For some, Red Dead Redemption 2 is Rockstar’s magnum opus. For others, it’s a bloated tribute to unnecessary excess, as exemplified by the realistic way in which horses…er…go to the toilet. Either way, Red Dead Redemption 2 is a vast, fascinating journey into the dying days of the Old West, revolving (no pun intended) around the story of Arthur Morgan and his gang as they attempt to find a way to coexist alongside an increasingly vigilant, law-abiding society.
If you only ever play one Ubisoft open-world game, let it be this one.
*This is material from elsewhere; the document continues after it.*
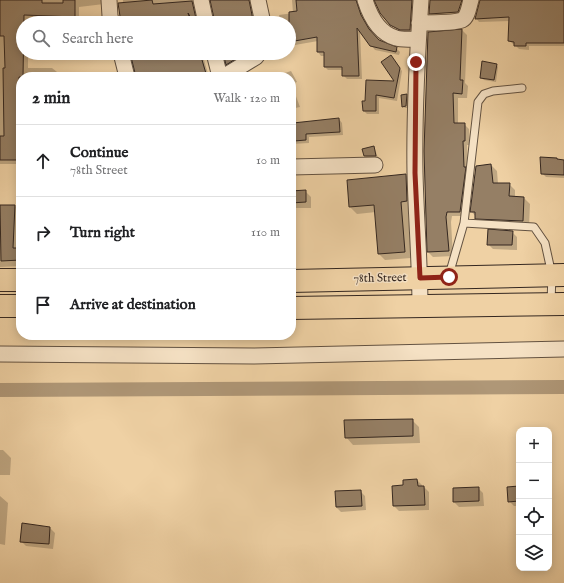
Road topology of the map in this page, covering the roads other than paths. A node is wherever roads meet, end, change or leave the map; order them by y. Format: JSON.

Assassin’s Creed IV: Black Flag is arguably the last time the franchise was truly great; Unity was a mess, Syndicate was a paint-by-numbers disappointment, and the subsequent RPG trilogy has hugely divided opinion, but Black Flag is a piratical delight. Sailing on the Caribbean seas and plundering other ships while singing shanties is a delight that simply never gets old.
12. Just Cause 3
There are some who would say that the true purpose of open-world gaming is to exercise reckless abandon in a way you simply can’t in real life. Those people are likely delighted by Just Cause 3, and if you share their ethos, then you will be as well. The aim of Just Cause 3 is simple: blow everything up. When you arrive at one of the game’s many bases, your goal will be to blow everything in that base up, not stopping until it’s a smoking ruin. This core gameplay loop is consistently delightful.
Okay, so Yakuza: Like a Dragon is really more of an open-world JRPG than a true sandbox title, but it has a huge amount of stuff to do, so we’re including it anyway. After Kazuma Kiryu gracefully departed the protagonist role at the conclusion of Yakuza 6, there were worries that the series couldn’t continue without him, but new hero Ichiban Kasuga put a stop to those worries swiftly. His infectious charisma and positive attitude carry him and his group through this huge, sprawling, affecting adventure.
14. Fallout 4
We want to add a very clear disclaimer at the start of our Fallout 4 recommendation: if you love old-school Fallout roleplaying experiences, you aren’t going to find a lot of satisfaction here. This is very much a game for people who like the more modern style of Fallout espoused by Fallout 3, so it’s all about exploring, taking down enemies, and looting them for gear upgrades. You can also build your own settlements and expand them, and you’ll get more mileage out of that than the story.
15. Elite Dangerous
Since the definition of a sandbox game is usually one in which you can go anywhere and do anything, we think Elite Dangerous fits the bill quite nicely. You are the captain of a spacecraft, and you can pretty much do whatever you like within that remit. Will you head off into space in search of bandits to destroy, or will you try to eke out a living as a simple, humble trader? Whatever you choose to do, Elite Dangerous’ vast world and complex controls will keep you immersed for many hours.
As you can see, whatever your personal definition of sandbox gaming might be, the PS4 has plenty of stuff to keep you occupied. There are lots more survival sandboxes, open-world games, and life sims out there, too, and since the PS4’s library is constantly growing, you’re not likely to run out of games anytime soon, even if you manage to work your way through everything on this list (which is already a tall order!). Which sandbox games did we miss out? What’s your favourite PS4 sandbox game, and which ones do you want to see on Sony’s console?